No matter how prevalent refugee stories have become in the media, the dissociation between the terminology and the people keeps growing. Jehan Bseiso and Becky Thompson address this absence of humanity through the anthology “Making Mirrors: Writing/Righting by and for Refugees”. Indeed, this collection dispels the limited concept of the term “refugees” by providing the missing connection which the editors of this collection describe thus: “we make mirrors to reflect imagistic connections that allow us to see ourselves in each other.”
Bseiso and Thompson make an important observation. “Becoming a refugee is an experience that is impossible to locate on a map, yet seared into consciousness.” All the writers included in this anthology portray this reality of inhabiting this incongruous space where their existence is in perpetual conflict, yet teeming with sentiment that is common to refugees and non-refugees alike.
For the refugees, however, emotions are constantly defined by their experience of uprooting, migration and exile. There is no end to incarceration for a refugee, as the homeland becomes a distant geographical space while its memory remains tangible. Meanwhile, during the voyage between one land and another, refugees are witness to additional trauma which is routinely summarised to accommodate news dissemination and consumption.
READ: The Palestinian Authority in the West Bank. The Theatrics of Woeful Statecraft
Suspension in exile is a recurring theme throughout the book. Baha’ Ebedir writes, “It is so unfair and annoying when your freedom is hung at the top of a gate,” with reference to the key at Aida refugee camp. The Palestine Nakba is an ongoing trauma and the absence of return has intensified how the Palestinian people relate to symbolism of their homeland. For many Palestinians, the key to their homes is the most precious possession and testimony, having left everything behind in the wake of the massacres perpetrated by Zionist paramilitaries.The recurring forced displacement of Palestinian refugees is depicted by Zeina Azzam who says of her friend, “I never saw her again/ but I know that she also/ learned to travel lightly.” A refugee’s sense of belonging is easily shifted and best manifested in what the refugee chooses to travel with, in terms of material possessions and memory. Both constitute common ground as regards refugee trajectories, especially when the sense of belonging is inhumanely ripped away and people seeking refuge from war and trauma are left with an additional longing that is exacerbated by social and political isolation.
Zeina Azzam ponders: “When will we see the colours of our land?” Meanwhile, Zeina Hashem Beck remarks: “Bahr is how we were taught to measure poetry/ bahr is how we’ve stopped trying to measure sorrow, back home.” The verses demonstrate an innate tendency to look back to the place where memory belongs, and to where one belongs, intertwined with that same memory. This feeling is magnified with the realisation that, for the refugee, an absence of belonging is both a prelude and a permanent reality.
For refugees who made the perilous Mediterranean journey to reach safe haven, memory is imbued with layers to tragedy.

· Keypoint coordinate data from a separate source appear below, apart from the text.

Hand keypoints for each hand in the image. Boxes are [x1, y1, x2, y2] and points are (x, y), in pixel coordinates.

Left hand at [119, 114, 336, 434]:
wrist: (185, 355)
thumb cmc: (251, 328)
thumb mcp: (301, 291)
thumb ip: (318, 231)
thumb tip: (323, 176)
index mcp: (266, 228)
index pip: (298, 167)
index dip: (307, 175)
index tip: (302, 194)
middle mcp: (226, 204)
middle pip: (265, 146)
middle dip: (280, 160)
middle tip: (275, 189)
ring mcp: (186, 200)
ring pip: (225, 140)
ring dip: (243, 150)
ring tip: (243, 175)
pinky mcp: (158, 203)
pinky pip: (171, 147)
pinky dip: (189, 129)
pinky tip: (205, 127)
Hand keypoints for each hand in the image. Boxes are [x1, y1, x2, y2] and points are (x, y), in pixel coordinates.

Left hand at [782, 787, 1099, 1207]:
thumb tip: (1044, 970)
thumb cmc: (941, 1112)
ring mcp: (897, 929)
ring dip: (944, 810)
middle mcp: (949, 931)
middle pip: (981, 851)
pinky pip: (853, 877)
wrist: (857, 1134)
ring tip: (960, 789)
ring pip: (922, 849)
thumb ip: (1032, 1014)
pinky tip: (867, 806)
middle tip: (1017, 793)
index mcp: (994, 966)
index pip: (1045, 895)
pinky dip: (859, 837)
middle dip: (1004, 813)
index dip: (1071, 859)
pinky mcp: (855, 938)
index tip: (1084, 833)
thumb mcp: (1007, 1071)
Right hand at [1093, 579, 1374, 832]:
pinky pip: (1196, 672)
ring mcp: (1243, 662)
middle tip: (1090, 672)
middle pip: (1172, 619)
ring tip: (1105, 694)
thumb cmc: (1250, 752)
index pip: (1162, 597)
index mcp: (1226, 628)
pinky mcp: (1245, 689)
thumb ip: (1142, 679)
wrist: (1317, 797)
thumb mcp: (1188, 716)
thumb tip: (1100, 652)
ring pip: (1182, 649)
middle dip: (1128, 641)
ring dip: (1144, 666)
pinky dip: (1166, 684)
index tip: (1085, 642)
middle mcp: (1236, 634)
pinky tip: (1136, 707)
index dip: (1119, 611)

Reflecting on how the Mediterranean Sea has become a burial site, Bseiso asks, “How do we overcome war and poverty only to drown in your sea?” The answer, of course, lies in addressing warfare and exclusionary politics. Yet the refugee speaks out of human wonder and yearns for answers and discernment that communicate sentiment; an understanding or at the very least, a disposition to understand that becoming a refugee is a cruel form of coercion, and its repercussions, for the most part, incorporate varying degrees of tragedy.
Stone Men: The Palestinians Who Built Israel
Sanaa Shuaibi’s consciousness allows her to describe how the homeland also becomes a fluid, abstract context. The complexity is expressed by Shuaibi: “When will you know that the waves are our homeland…/ Because no country has land to harbour us…” Likewise, in her poem remembering Alan Kurdi, Sara Saleh writes, “did you know/you’d have to die/so we’d let you in?”

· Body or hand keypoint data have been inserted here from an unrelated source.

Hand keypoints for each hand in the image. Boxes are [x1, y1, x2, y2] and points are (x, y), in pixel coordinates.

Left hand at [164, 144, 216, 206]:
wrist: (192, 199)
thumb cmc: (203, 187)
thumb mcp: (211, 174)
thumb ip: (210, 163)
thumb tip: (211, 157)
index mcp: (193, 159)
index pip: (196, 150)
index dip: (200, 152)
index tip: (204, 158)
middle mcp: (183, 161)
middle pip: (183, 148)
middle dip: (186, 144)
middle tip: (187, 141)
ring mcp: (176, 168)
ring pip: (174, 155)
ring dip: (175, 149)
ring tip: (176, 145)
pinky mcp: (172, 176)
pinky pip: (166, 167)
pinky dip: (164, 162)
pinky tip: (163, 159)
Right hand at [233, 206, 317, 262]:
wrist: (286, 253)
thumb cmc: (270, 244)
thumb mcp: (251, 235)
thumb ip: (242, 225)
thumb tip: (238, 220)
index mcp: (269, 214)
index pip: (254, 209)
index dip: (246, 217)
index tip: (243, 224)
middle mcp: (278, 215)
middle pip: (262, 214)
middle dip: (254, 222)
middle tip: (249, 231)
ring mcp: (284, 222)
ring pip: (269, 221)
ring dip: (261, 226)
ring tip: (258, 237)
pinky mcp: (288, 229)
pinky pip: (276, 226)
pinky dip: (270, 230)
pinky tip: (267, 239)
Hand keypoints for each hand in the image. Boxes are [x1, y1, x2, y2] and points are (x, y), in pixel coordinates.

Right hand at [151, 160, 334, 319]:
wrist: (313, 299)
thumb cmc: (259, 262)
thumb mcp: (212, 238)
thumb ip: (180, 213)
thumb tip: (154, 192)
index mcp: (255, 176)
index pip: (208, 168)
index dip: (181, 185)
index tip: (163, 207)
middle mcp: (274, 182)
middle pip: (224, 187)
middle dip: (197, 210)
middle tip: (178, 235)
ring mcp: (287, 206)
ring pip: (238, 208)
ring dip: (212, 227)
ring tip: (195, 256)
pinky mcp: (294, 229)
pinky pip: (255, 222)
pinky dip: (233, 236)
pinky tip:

There is a language in death which reveals how politics enforced fragile lives upon refugees to safeguard agendas. It is only the refugees, who can articulate this distortion of viewing the sea as a homeland, given their exclusion from both the possibilities of a homeland and safe refuge. At this point, the refugee’s language becomes a metaphor for his or her experiences. Compounded with the perpetual trajectories – both physically and psychologically, language underscores a myriad of conflicted feelings and identity. Sholeh Wolpé writes, “I do not belong anywhere/ I have an accent in every language I speak.”
Bseiso and Thompson describe the anthology as “a plea against historical amnesia.” The book bridges the gap that is likely to cause historical amnesia, namely the complacent attitude that acquiesces to the political agenda that determines the definition of refugees.
However, the writings in this book rightfully claim otherwise. It is only refugees who are qualified to speak about what defines them. Politics determined the labelling of refugees, yet their experiences of loss speak of a universal pain that each and every one of us can feel due to a shared humanity. These individual insights not only offer a glimpse of life lived in peril; they are also a testimony of emotion that is vividly portrayed through the refugees’ coming to terms with their non-belonging. How do we shape spaces, or land, to encompass a belonging for all?